- Records for this task -
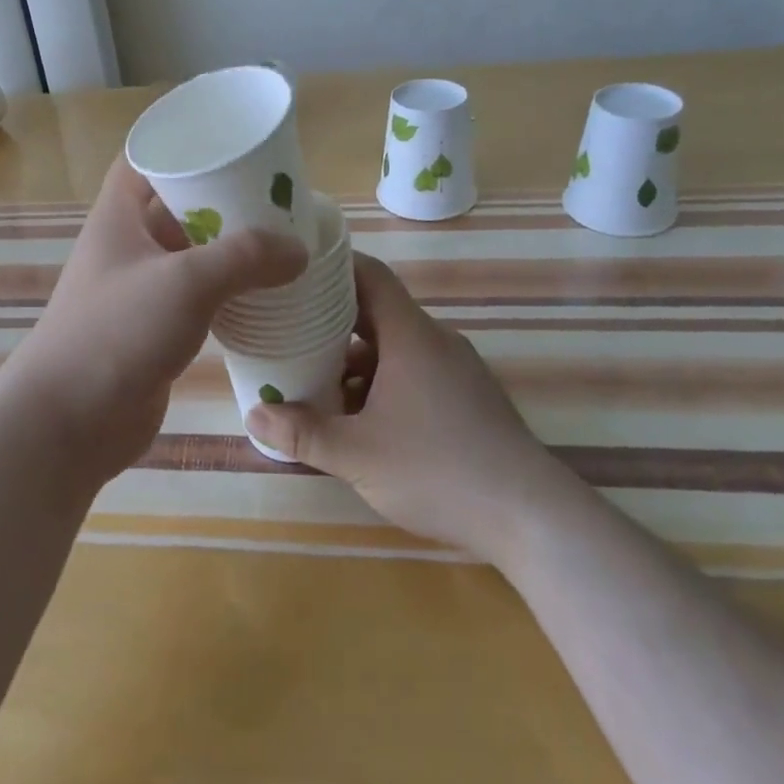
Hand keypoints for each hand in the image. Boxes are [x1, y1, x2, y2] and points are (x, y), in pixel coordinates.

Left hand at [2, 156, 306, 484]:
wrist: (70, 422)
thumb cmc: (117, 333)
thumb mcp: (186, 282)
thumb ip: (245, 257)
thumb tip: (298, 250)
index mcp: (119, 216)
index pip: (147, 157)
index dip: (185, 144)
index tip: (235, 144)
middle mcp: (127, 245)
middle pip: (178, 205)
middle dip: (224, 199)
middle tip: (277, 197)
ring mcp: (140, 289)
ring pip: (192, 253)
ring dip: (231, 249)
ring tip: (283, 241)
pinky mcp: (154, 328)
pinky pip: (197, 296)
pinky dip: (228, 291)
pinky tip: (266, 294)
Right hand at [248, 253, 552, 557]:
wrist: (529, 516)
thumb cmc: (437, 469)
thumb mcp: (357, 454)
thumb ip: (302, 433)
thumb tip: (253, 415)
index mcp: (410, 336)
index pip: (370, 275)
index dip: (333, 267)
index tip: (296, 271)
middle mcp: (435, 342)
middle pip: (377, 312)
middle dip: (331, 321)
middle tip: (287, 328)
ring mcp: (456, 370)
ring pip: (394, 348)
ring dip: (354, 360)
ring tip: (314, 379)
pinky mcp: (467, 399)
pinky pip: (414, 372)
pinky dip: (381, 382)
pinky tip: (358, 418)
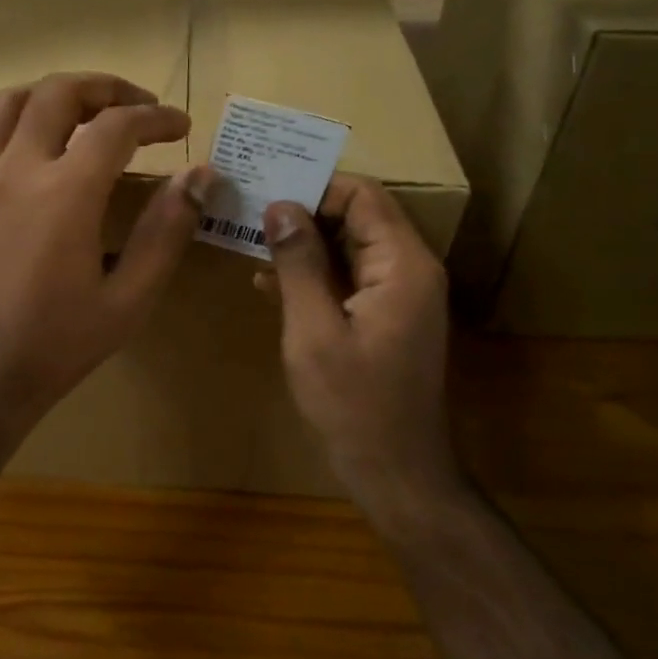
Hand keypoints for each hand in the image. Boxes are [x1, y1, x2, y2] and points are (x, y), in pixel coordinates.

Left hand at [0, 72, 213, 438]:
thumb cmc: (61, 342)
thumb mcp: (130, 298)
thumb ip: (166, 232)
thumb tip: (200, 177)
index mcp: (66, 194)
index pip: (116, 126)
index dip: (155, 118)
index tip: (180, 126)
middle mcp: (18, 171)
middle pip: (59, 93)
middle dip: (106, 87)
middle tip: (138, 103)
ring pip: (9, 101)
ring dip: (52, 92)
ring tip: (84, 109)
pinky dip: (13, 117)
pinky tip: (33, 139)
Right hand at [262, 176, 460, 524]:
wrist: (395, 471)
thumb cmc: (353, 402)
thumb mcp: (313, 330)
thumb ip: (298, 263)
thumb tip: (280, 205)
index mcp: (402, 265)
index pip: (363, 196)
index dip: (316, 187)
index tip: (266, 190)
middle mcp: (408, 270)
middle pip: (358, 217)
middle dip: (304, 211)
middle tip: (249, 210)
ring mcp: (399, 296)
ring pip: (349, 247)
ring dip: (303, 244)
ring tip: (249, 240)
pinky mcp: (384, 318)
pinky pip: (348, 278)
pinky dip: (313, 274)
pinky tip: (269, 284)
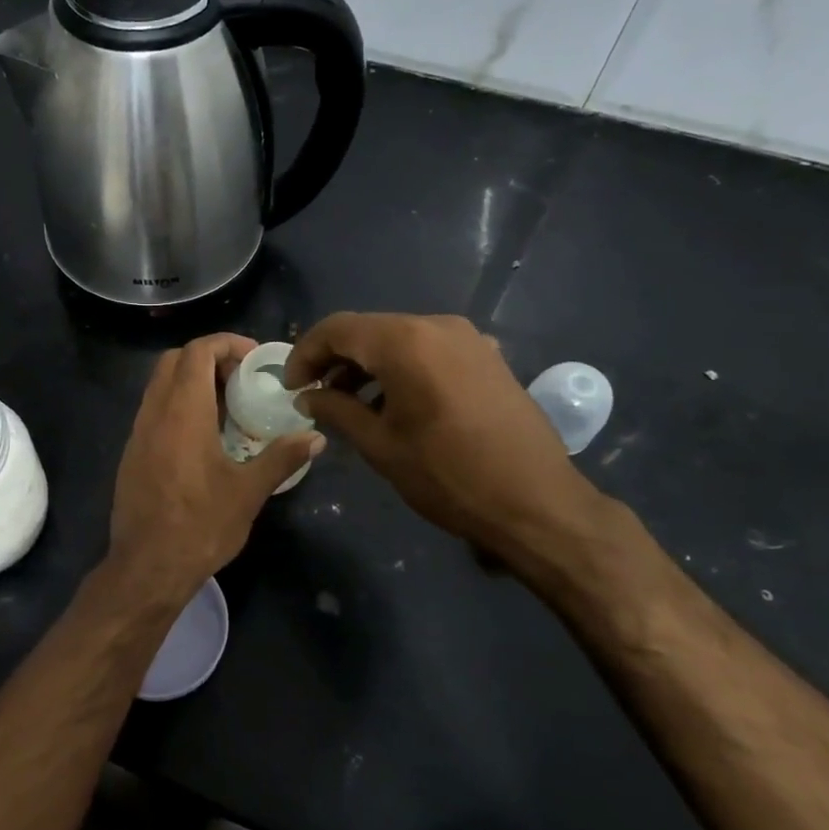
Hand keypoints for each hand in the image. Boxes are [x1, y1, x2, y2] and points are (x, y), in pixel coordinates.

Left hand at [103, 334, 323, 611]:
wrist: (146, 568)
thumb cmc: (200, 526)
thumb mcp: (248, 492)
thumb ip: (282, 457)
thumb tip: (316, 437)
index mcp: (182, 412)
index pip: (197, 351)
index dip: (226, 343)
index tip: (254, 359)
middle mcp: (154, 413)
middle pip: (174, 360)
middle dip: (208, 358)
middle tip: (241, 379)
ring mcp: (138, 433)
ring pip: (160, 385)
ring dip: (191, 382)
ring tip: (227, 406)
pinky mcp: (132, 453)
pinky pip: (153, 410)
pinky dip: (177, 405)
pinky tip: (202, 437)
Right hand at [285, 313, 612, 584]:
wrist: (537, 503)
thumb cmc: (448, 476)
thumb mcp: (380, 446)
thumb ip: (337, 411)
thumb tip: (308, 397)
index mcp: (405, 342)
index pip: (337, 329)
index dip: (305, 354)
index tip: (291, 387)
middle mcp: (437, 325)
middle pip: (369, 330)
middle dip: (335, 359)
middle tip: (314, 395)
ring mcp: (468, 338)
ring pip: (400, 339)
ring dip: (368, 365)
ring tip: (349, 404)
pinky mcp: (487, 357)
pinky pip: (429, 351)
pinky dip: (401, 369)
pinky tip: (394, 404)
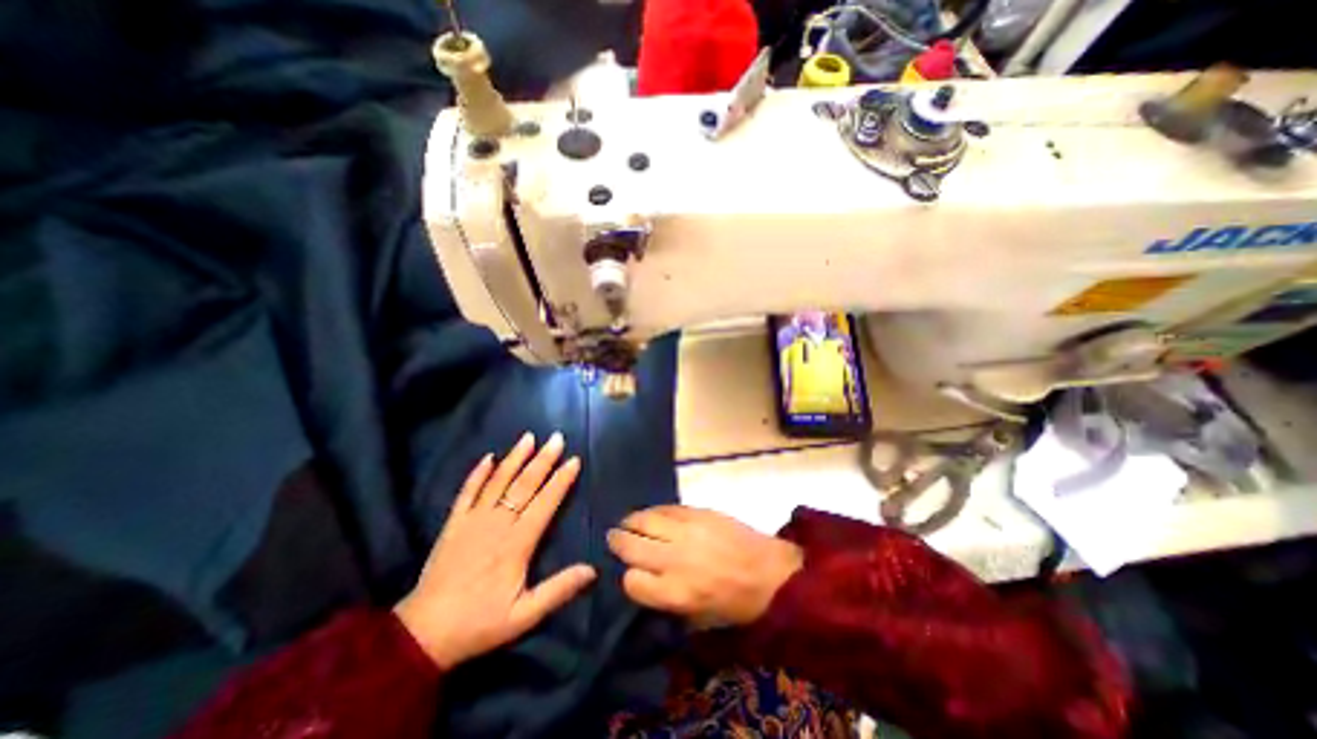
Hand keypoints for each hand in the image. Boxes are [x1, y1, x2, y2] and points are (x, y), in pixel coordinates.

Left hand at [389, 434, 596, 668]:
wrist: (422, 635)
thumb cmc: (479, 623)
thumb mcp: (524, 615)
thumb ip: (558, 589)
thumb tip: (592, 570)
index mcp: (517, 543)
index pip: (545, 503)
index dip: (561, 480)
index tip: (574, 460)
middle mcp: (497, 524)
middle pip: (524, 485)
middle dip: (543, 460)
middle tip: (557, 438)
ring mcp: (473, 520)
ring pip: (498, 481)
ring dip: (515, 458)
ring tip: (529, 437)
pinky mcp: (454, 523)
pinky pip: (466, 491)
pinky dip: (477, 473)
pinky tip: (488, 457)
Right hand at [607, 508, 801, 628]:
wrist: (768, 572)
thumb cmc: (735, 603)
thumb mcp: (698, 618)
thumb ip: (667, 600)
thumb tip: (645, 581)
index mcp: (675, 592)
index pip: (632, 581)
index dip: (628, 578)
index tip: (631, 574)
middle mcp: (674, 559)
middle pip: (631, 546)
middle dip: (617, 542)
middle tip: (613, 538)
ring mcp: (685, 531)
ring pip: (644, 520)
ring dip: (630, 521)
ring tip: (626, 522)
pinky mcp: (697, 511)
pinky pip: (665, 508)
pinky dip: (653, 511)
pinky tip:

- Exercise objective -
The range runs from the line above containing "thumb tip: (280, 205)" to the line containing "pinky tip: (269, 284)", inclusive. Restate those lines word for word and no others.

- Completed exercise -
thumb tip: (280, 205)
index mcp: (402, 265)
index pip: (363, 196)
index dip: (316, 187)
index tip: (266, 190)
middle mcp: (408, 270)
middle pip: (358, 217)
middle dip: (304, 211)
middle tip: (249, 210)
ring mcp: (399, 296)
ring pip: (349, 247)
ring dip: (303, 244)
ring tip: (249, 240)
pinky mcp: (384, 318)
pinky pip: (348, 278)
pinky dip: (313, 274)
pinky tip: (269, 284)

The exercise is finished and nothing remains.